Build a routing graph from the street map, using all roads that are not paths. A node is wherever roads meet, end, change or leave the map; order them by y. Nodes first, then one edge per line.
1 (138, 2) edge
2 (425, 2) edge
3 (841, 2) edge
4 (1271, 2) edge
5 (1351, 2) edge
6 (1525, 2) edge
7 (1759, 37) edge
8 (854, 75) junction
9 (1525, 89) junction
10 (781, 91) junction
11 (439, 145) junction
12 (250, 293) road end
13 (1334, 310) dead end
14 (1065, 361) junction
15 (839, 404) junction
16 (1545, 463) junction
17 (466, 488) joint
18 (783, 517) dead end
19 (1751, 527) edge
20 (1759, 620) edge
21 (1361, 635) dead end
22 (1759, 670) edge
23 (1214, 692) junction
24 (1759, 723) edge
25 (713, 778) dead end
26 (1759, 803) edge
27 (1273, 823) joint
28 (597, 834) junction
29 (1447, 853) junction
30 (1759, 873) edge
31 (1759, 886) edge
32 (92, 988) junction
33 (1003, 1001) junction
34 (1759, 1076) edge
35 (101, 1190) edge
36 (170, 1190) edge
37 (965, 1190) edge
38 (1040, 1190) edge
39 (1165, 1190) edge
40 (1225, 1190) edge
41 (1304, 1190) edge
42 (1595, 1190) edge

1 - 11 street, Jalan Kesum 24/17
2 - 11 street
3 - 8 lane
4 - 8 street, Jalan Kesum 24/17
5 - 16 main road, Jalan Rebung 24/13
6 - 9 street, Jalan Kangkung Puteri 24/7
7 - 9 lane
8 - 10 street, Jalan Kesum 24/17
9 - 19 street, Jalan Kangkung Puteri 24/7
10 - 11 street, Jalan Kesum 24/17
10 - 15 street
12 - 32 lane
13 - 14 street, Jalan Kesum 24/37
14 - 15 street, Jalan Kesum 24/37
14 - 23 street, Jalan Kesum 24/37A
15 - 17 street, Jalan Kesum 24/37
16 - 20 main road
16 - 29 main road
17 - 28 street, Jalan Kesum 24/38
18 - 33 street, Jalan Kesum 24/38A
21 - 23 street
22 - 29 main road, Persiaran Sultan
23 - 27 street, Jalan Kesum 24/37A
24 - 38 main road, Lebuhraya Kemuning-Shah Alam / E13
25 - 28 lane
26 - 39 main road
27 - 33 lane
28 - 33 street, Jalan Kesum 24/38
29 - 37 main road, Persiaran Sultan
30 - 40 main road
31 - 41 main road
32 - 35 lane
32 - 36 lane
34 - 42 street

What needs to be done: Each record must be repeated exactly as it is.

Finished exercise:
Build a routing graph from the street map, using all roads that are not paths. A node is wherever roads meet, end, change or leave the map; order them by y. Nodes first, then one edge per line.
1 (138, 2) edge
2 (425, 2) edge
3 (841, 2) edge
4 (1271, 2) edge
5 (1351, 2) edge
6 (1525, 2) edge
7 (1759, 37) edge
8 (854, 75) junction
9 (1525, 89) junction
10 (781, 91) junction
11 (439, 145) junction
12 (250, 293) road end
13 (1334, 310) dead end
14 (1065, 361) junction
15 (839, 404) junction
16 (1545, 463) junction
17 (466, 488) joint
18 (783, 517) dead end
19 (1751, 527) edge
20 (1759, 620) edge
21 (1361, 635) dead end
22 (1759, 670) edge
23 (1214, 692) junction
24 (1759, 723) edge
25 (713, 778) dead end
26 (1759, 803) edge
27 (1273, 823) joint
28 (597, 834) junction
29 (1447, 853) junction
30 (1759, 873) edge
31 (1759, 886) edge
32 (92, 988) junction
33 (1003, 1001) junction
34 (1759, 1076) edge
35 (101, 1190) edge
36 (170, 1190) edge
37 (965, 1190) edge
38 (1040, 1190) edge
39 (1165, 1190) edge
40 (1225, 1190) edge
41 (1304, 1190) edge
42 (1595, 1190) edge

1 - 11 street, Jalan Kesum 24/17
2 - 11 street
3 - 8 lane
4 - 8 street, Jalan Kesum 24/17
5 - 16 main road, Jalan Rebung 24/13
6 - 9 street, Jalan Kangkung Puteri 24/7
7 - 9 lane
8 - 10 street, Jalan Kesum 24/17
9 - 19 street, Jalan Kangkung Puteri 24/7
10 - 11 street, Jalan Kesum 24/17
10 - 15 street
12 - 32 lane
13 - 14 street, Jalan Kesum 24/37
14 - 15 street, Jalan Kesum 24/37
14 - 23 street, Jalan Kesum 24/37A
15 - 17 street, Jalan Kesum 24/37
16 - 20 main road
16 - 29 main road
17 - 28 street, Jalan Kesum 24/38
18 - 33 street, Jalan Kesum 24/38A
21 - 23 street
22 - 29 main road, Persiaran Sultan
23 - 27 street, Jalan Kesum 24/37A
24 - 38 main road, Lebuhraya Kemuning-Shah Alam / E13
25 - 28 lane
26 - 39 main road
27 - 33 lane
28 - 33 street, Jalan Kesum 24/38
29 - 37 main road, Persiaran Sultan
30 - 40 main road
31 - 41 main road
32 - 35 lane
32 - 36 lane
34 - 42 street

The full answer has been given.